ホーム開催のユーロ2024で「ドイツ代表の顔」を挙げるとしたら、誰になるか。生死をさまよう大ケガから見事に復帰を遂げたGKマヌエル・ノイアーか、ユーロ2020決勝トーナメント1回戦イングランド戦の敗退を持って代表引退を表明したあとに復帰し、今大会で現役引退するというドラマチックなストーリーを持つFWトニ・クロースか、ドイツ中の期待を一身に背負う人気選手の21歳MFジャマル・ムシアラか、ということになるだろうか。


デンマーク戦で今大会3ゴール目を奪ったムシアラ photo by Getty Images

 ところが、バイエルンでのムシアラは期待に比して、今ひとつパッとしない。昨季24試合に出場して10得点6アシストは数字として決して悪くないが、ずば抜けているわけでもない。得点ランクも17位タイにすぎない。

 ドイツ最大のサッカーメディア『キッカー』誌が毎試合つける採点(1が最高、6が最低)の平均点は2.95で全体の26位(24位に2.94の伊藤洋輝)。これまた飛び抜けた順位でもない。それでも、ドイツ人記者にアンケートをとれば、キープレーヤーやお気に入りに必ず『ムシアラ』の名前を挙げてくる。

 なぜそこまで期待されるのかといえば、柔らかなボールタッチと、狭いスペースをするすると抜けていくドリブル、クイックネスといったプレースタイルがドイツではあまり見られないから。近いポジションには、直線的なスピードに長けたレロイ・サネ、力強さならフロリアン・ヴィルツといった選手はいるが、ボールを持ったムシアラに魅了される気分はよくわかる。

 ただ、最終的にシュート手前までいくがラストパスの精度に欠ける、時に持ちすぎる──というのがバイエルンでの6アシストという結果に反映されており、物足りなさにつながってきた。

 しかしながら、ユーロ2024のムシアラはデンマーク戦までの4試合で3ゴールと、その物足りなさを払拭している。

【ムシアラが注目する選手はあの16歳】

 決勝トーナメント・ラウンド16のデンマーク戦。開始4分に左CKをドルトムント所属のニコ・シュロッターベックが頭で合わせ、ドイツが先制したかに見えた。試合はドルトムントで行なわれていたため、スタジアムは大いに盛り上がった。だが、これはファウルの判定。

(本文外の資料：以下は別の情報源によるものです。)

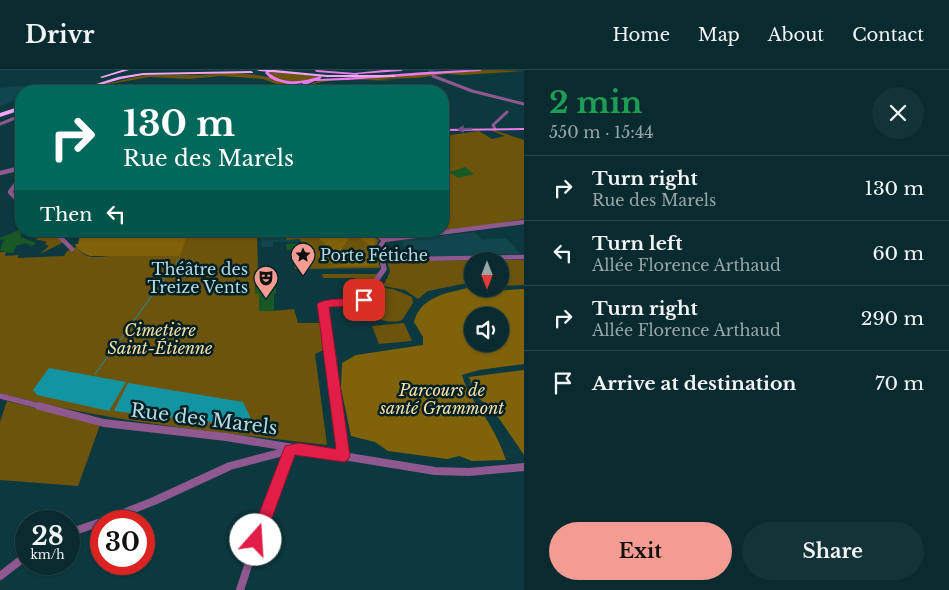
<!DOCTYPE html>
<meta charset="utf-8">
<style>
:root{--surface:#092b2f;--page:#123337;--text:#f1f3f6;--muted:#99a7aa;--line:#29474b;--accent:#f59c92}
body{margin:0;font-family:"Libre Baskerville",serif;background:var(--page);color:var(--text);height:100vh;display:flex;flex-direction:column;font-size:19px;white-space:nowrap}
*{box-sizing:border-box;margin:0}
p{font-size:16px;color:var(--muted)}
.icon{flex:none;width:28px;height:28px;fill:none;stroke:currentColor;stroke-width:2;stroke-linecap:round;stroke-linejoin:round}
.map{position:relative;flex:1;overflow:hidden}
.side{display:flex;flex-direction:column;background:var(--surface);width:425px}
.side>*{flex:none}
.banner{position:absolute;left:15px;top:15px;width:434px;height:152px;border-radius:20px;box-shadow:0 1px 4px #0004,0 0 0 1px var(--line);background:#00695c;color:#fff;overflow:hidden}
.needle{width:32px;rotate:180deg}
.buttons{position:absolute;left:464px;top:182px;display:grid;gap:10px}
.buttons a{display:grid;place-items:center;width:45px;height:45px;border-radius:50%;background:var(--surface);box-shadow:0 1px 4px #0004,0 0 0 1px var(--line);font-size:25px}
.speed{position:absolute;left:15px;top:440px;display:flex;gap:10px;font-size:25px;font-weight:700;text-align:center}
.speed>*{display:grid;place-content:center;width:65px;height:65px;border-radius:50%;background:var(--surface);box-shadow:0 1px 4px #0004,0 0 0 1px var(--line);line-height:1}
.speed small{font-size:12px;font-weight:400}
.speed .limit{border:8px solid #d22;background:#fff;color:#111}
.pin{position:absolute;display:grid;place-items:center;width:42px;height:42px;color:#fff;margin:-21px;border-radius:10px;box-shadow:0 2px 8px #0006}
.me{position:absolute;width:55px;margin:-28px;rotate:19deg;stroke-linejoin:round;filter:drop-shadow(0 0 4px #0008)}
.turn{display:flex;align-items:center;gap:18px;height:105px;padding:0 25px;font-size:22px}
.turn .icon{width:65px;height:65px;stroke-width:2.5}
.turn b{display:block;font-size:35px;line-height:42px}
.then{display:flex;align-items:center;height:48px;padding:0 25px;background:#0003;gap:10px;font-size:19px}
.round{display:grid;place-items:center;flex:none;width:52px;height:52px;border-radius:26px;background:var(--page)}
.overview{display:flex;align-items:center;justify-content:space-between;height:85px;padding:0 25px}
h1{font-size:30px;font-weight:700;line-height:38px;color:#1e9e55}
.button{display:flex;gap:10px;margin-top:auto;padding:10px 25px}
.button a{flex:1;height:58px;border-radius:30px;background:var(--accent);color:#111;font-size:20px;font-weight:700;line-height:58px;text-align:center}
.button a+a{background:var(--page);color:var(--text)}
ul{padding:0;list-style:none}
li{display:flex;align-items:center;gap:15px;height:65px;padding:0 25px;border-top:1px solid var(--line)}
li div{flex:1}
li b{display:block;font-size:19px}
li em{font-style:normal}
header{display:flex;align-items:center;gap:30px;box-sizing:border-box;height:70px;padding:0 25px;background:var(--surface);border-bottom:1px solid var(--line)}
header strong{font-size:24px}
nav{display:flex;gap:28px;margin-inline-start:auto;font-size:18px}
main{display:flex;flex:1;min-height:0}
.map>svg:first-child{display:block}
.built{fill:#10464c}
.green{fill:#6d540c}
.forest{fill:#80620b;fill-rule:evenodd}
.water{fill:#1294a2}
.lines{fill:none;stroke-linecap:round;stroke-linejoin:round}
.stream{stroke:#1294a2;stroke-width:1}
.building{fill:#195725}
.major-tunnel{stroke:#255157;stroke-width:4.5;stroke-dasharray:4.5 2.5;stroke-linecap:butt}
.minor-far3{stroke:#8f598f;stroke-width:3}
.minor-far2{stroke:#8f598f;stroke-width:4.5}
.minor-far1{stroke:#8f598f;stroke-width:5.5}
.minor{stroke:#8f598f;stroke-width:8}
.major{fill:#ea7aec;fill-rule:evenodd}
.highway{fill:#f3a4f3;fill-rule:evenodd}
.oneway{fill:#754c88}
.route{fill:#e11d48;stroke:#92132f}
.labels{text-anchor:middle;dominant-baseline:central;stroke-width:5;stroke-linejoin:round;paint-order:stroke}
.poi-label{font-size:16px;fill:#b4dadf;stroke:#001f24;text-anchor:start}
.park-label{font-size:16px;font-style:italic;fill:#f9e0a5;stroke:#001f24}
.near-street-label{font-size:19px;fill:#b4dadf;stroke:#001f24}
</style>
<header>
<strong>Drivr</strong>
<nav><a>Home</a><a>Map</a><a>About</a><a>Contact</a></nav>
</header>
<main>
<div class="map">
<svg width="524" height="520" viewBox="0 0 524 520">
<rect width="100%" height="100%" fill="#0c393f"/>
<path class="built" d="M27,15L45,21H21V28L0,36V18Z
M299,161L301,172H273V177H261L260,162Z
M475,162L482,170L506,168L521,184L412,187L400,170Z"/>
<path class="green" d="M488,0L524,1L462,5L446,4L417,8L378,9L395,10C370,12 335,6 312,15L310,21H307L305,16L321,10L375,9L368,8Z
M269,2L318,6C306,14 277,14 269,2Z
M227,3C243,3 289,6 295,21L263,9L221,6L189,9L150,7L92,17L145,5H200Z
M490,60H494L524,70V149L485,156L443,160V66L479,61L492,69L505,66Z
M38,161H52L64,172L40,184L49,176L45,174L47,172L35,169L45,166L43,163L28,167Z
M81,161H280L257,162L258,201L254,203L255,217L263,224L272,241L294,239L298,253H323L324,280L315,284L327,375C218,362 106,352 0,323V182H6L5,186L18,185V188L64,186L67,181L76,177C79,180 82,183 85,185C104,194 166,170 187,163Z
M299,161H365L379,170L376,176L380,198L295,199L294,190H310L307,172H301L300,169L287,170L286,166L299,165Z
M524,190V215L500,216V191H472V212L428,221L418,229L405,220L383,216L390,202L388,194L391,191Z
M322,204H378L370,214L354,208H323Z
M383,218L393,219L412,227L413,233L402,250C392,254 375,250 368,242C367,233 376,222 383,218Z
M404,253L412,271L379,274L372,256Z
M7,331L100,355L78,416L0,410V352Z"/>
<path class="forest" d="M317,161H364L376,170L374,176L378,196L324,197L364,190L368,186L370,176C349,157 339,166 317,161Z
M81,162L187,163H188L180,186H90C84,184 77,180 75,174H78Z
M344,166L349,168L341,180L342,190L331,193H321L319,184L325,178V173L320,170L319,167Z
M472,217V219L491,221L524,219V294L479,300L462,305C467,324 475,331 485,347C494,361 501,375 506,390L472,391L459,386L447,389L388,381L375,372L351,366L341,318L342,293L356,285L423,275V267L414,252C421,225 449,223 472,217ZM472,246H500V274H472Z
M524,300V385L494,341L477,327L469,307Z"/>
<path class="water" d="M49,298L126,312L109,341L37,325L33,320Z
M128,313L243,332L251,349L237,355L114,341Z"/>
<g class="lines">
<path class="stream" d="M176,193L178,190
M129,257L171,200
M95,304L128,259"/>
</g>
<path class="building" d="M465,97L474,104L458,108L449,102Z
M21,159L23,161L20,167L37,173L32,176L25,173L16,176L13,183L0,181L4,169L0,170V168Z
M307,173L310,190H294L292,185L301,179L287,180L286,174Z
M255,217H276V224H274V241H259V224H255Z"/>
<g class="lines">
<path class="major-tunnel" d="M429,0L434,4"/>
<path class="minor-far3" d="M433,6L472,21L524,34
M0,54L15,48
M495,59L493,55L507,42"/>
<path class="minor-far2" d="M0,103L21,98
M21,107L10,122L21,134
M54,161L72,179
M372,161L384,170
M384,170L524,152
M380,177L396,186L411,189L524,187
M383,195L380,177L384,170"/>
<path class="minor-far1" d="M0,326L43,337
M337,337L323,234L361,232L384,199L383,194"/>
<path class="minor" d="M39,336L104,353L226,367L435,401L469,402L524,397
M337,336L344,386
M103,451L154,431L230,396L295,379
M69,463L101,452
M0,506L26,486
M240,520L262,453L290,380"/>
<path class="major" d="M267,0H271L269,3C284,15 304,12 320,6L322,7L320,9C374,7 428,0 482,0L480,1L347,10L315,11L305,15L307,21H303L301,15L303,13L296,14L300,21H296L292,15L276,11L270,8L265,3Z
M316,0L355,3L384,0H403L401,1L359,4L357,5L317,2L315,1Z
M524,58V60L442,61V59Z"/>
<path class="highway" d="M122,0H129L102,8L100,7Z
M257,0H275L327,5H394L396,6L394,7H327L259,1Z
M251,1L253,2V3L143,5L121,9L80,21H74L118,7L143,3Z
M79,14L83,15L65,21H59Z
M21,36V40L0,47V43Z"/>
</g>
<defs><path id="oneway-solid" d="M-6-.8H1V-3.2L6.5 0L1 3.2V.8H-6Z" transform="scale(1.25)"/></defs>
<use class="oneway" href="#oneway-solid" transform="translate(465 59) rotate(179)"/>
<path class="route" d="M364,227L369,230L358,236L329,237L350,386L348,390L344,392L295,385L262,475L256,477L251,475L249,470L285,376L299,373L336,379L317,234C325,227 352,230 364,227Z"/>
<defs>
<symbol id="sight-pin" viewBox="-11 -11 22 30"><path d="M0 17L-7.5 6A9.5 9.5 0 1 1 7.5 6Z" fill="#f59c92" stroke="#001f24"/><path d="M0-6L1.8-2.2L6-1.7L2.9 1.2L3.7 5.4L0 3.3L-3.7 5.4L-2.9 1.2L-6-1.7L-1.8-2.2Z" fill="#111"/></symbol>
<symbol id="theatre-pin" viewBox="-11 -11 22 30"><path d="M0 17L-7.5 6A9.5 9.5 0 1 1 7.5 6Z" fill="#f59c92" stroke="#001f24"/><path d="M-5-5.5Q0-4 5-5.5V0Q5 5 0 6Q-5 5-5 0ZM-3.3-2.5H-1v1.5H-3.3ZM1-2.5H3.3v1.5H1ZM-2.8 1Q0 5.5 2.8 1Z" fill="#111"/></symbol>
</defs>
<g fill-rule="evenodd">
<use href="#sight-pin" x="289" y="171" width="28" height="38"/>
<use href="#theatre-pin" x="252" y="194" width="28" height="38"/>
</g>
<g class="labels">
<g class="poi-label">
<text x="320" y="185">Porte Fétiche</text>
<text x="248" y="199" text-anchor="end">Théâtre des<tspan x="248" dy="18">Treize Vents</tspan></text>
</g>
<g class="park-label">
<text x="160" y="260">Cimetière<tspan x="160" dy="18">Saint-Étienne</tspan></text>
<text x="442" y="320">Parcours de<tspan x="442" dy="18">santé Grammont</tspan></text>
</g>
<g class="near-street-label">
<text transform="translate(204 349) rotate(7)">Rue des Marels</text>
</g>
</g>
</svg>
<div class="buttons">
<a><svg class="needle" viewBox="-14 -14 28 28"><path d="M0-13l5 13h-10z" fill="#e53935"/><path d="M0 13l5-13h-10z" fill="#99a7aa"/></svg></a>
<a><svg class="icon" aria-label="sound" viewBox="0 0 24 24"><path d="M4 9h4l5-4v14l-5-4H4zM17 9q2 3 0 6"/></svg></a>
</div>
<div class="speed"><div>28<small>km/h</small></div><div class="limit">30</div></div>
<div class="pin" style="left:364px;top:230px;background:#d93025"><svg class="icon" aria-label="arrive" viewBox="0 0 24 24"><path d="M6 21V4h12l-3 4 3 4H6"/></svg></div>
<svg class="me" style="left:256px;top:470px" viewBox="-20 -20 40 40"><circle r="19" fill="#fff"/><path d="M0-13L10 11 0 6-10 11z" fill="#e11d48"/></svg>
<div class="banner">
<div class="turn"><svg class="icon" aria-label="right" viewBox="0 0 24 24"><path d="M7 20v-9h11M14 6l5 5-5 5"/></svg><div><b>130 m</b>Rue des Marels</div></div>
<div class="then">Then<svg class="icon" aria-label="left" viewBox="0 0 24 24"><path d="M17 20v-9H6M10 6l-5 5 5 5"/></svg></div>
</div>
</div>
<section class="side">
<div class="overview"><div><h1>2 min</h1><p>550 m · 15:44</p></div><a class="round"><svg class="icon" aria-label="close" viewBox="0 0 24 24"><path d="M6 6l12 12M18 6L6 18"/></svg></a></div>
<ul>
<li><svg class="icon" aria-label="right" viewBox="0 0 24 24"><path d="M7 20v-9h11M14 6l5 5-5 5"/></svg><div><b>Turn right</b><p>Rue des Marels</p></div><em>130 m</em></li>
<li><svg class="icon" aria-label="left" viewBox="0 0 24 24"><path d="M17 20v-9H6M10 6l-5 5 5 5"/></svg><div><b>Turn left</b><p>Allée Florence Arthaud</p></div><em>60 m</em></li>
<li><svg class="icon" aria-label="right" viewBox="0 0 24 24"><path d="M7 20v-9h11M14 6l5 5-5 5"/></svg><div><b>Turn right</b><p>Allée Florence Arthaud</p></div><em>290 m</em></li>
<li><svg class="icon" aria-label="arrive" viewBox="0 0 24 24"><path d="M6 21V4h12l-3 4 3 4H6"/></svg><div><b>Arrive at destination</b></div><em>70 m</em></li>
</ul>
<div class="button"><a>Exit</a><a>Share</a></div>
</section>
</main>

 その後もドイツペースで進み、ユリアン・ナーゲルスマン監督は「すばらしい冒頭の20分間。この戦いができればどこにでも勝てる」と相手を圧倒する時間帯を過ごしたが、得点はならず。前半35分ごろには激しい雷雨で25分ほど試合が中断。稲光が目視でき、スタジアムの天井からも滝のように雨が落ちてくるなか、選手たちはロッカールームに下がって再開を待った。

 後半はふたつのVARが試合の流れを左右させた。ひとつ目は48分のデンマークのゴール取り消し。後方からの縦パスにトーマス・デラネイがつぶれ、ヨアキム・アンデルセンが決めたように見えたが、これはオフサイドの判定。わずかにつま先が出ていたことが確認された。

 直後の51分、今度はドイツの攻撃でダビド・ラウムの左クロスにアンデルセンが自陣PA内で対応。これが再びVARによってハンドの判定となりPK。カイ・ハフェルツが蹴ったPKは53分に決まり、アンデルセンはわずか数分の間に天国から地獄へ突き落とされてしまった。

 そしてこの日、2点目を決めたのはムシアラだった。

 68分、シュロッターベックから左サイドに出たロングボールに抜け出し、マークについていたアンデルソンを巧みに振りきり、ポジションを直したGKカスパー・シュマイケルの位置を見定めて右足でゴール右隅に沈めた。

 ムシアラは今大会3ゴール。ジョージアのジョルジュ・ミカウターゼ、スロバキアのイヴァン・シュランツと並び(6月30日時点)、得点ランクトップに立った。

 確かな存在となりつつあるムシアラが注目するのは「あの若手」だと、ミュンヘンの地元紙『AZ』 が伝えている。

「スペインのラミン・ヤマルが好きなんだ。1対1に強くて、勇敢で、試合を美しくする選手。そういう選手が好きなんだ」

 くしくも次の準々決勝、ドイツはスペインと対戦する。21歳・ムシアラと16歳・ヤマルの若手対決にも期待したい。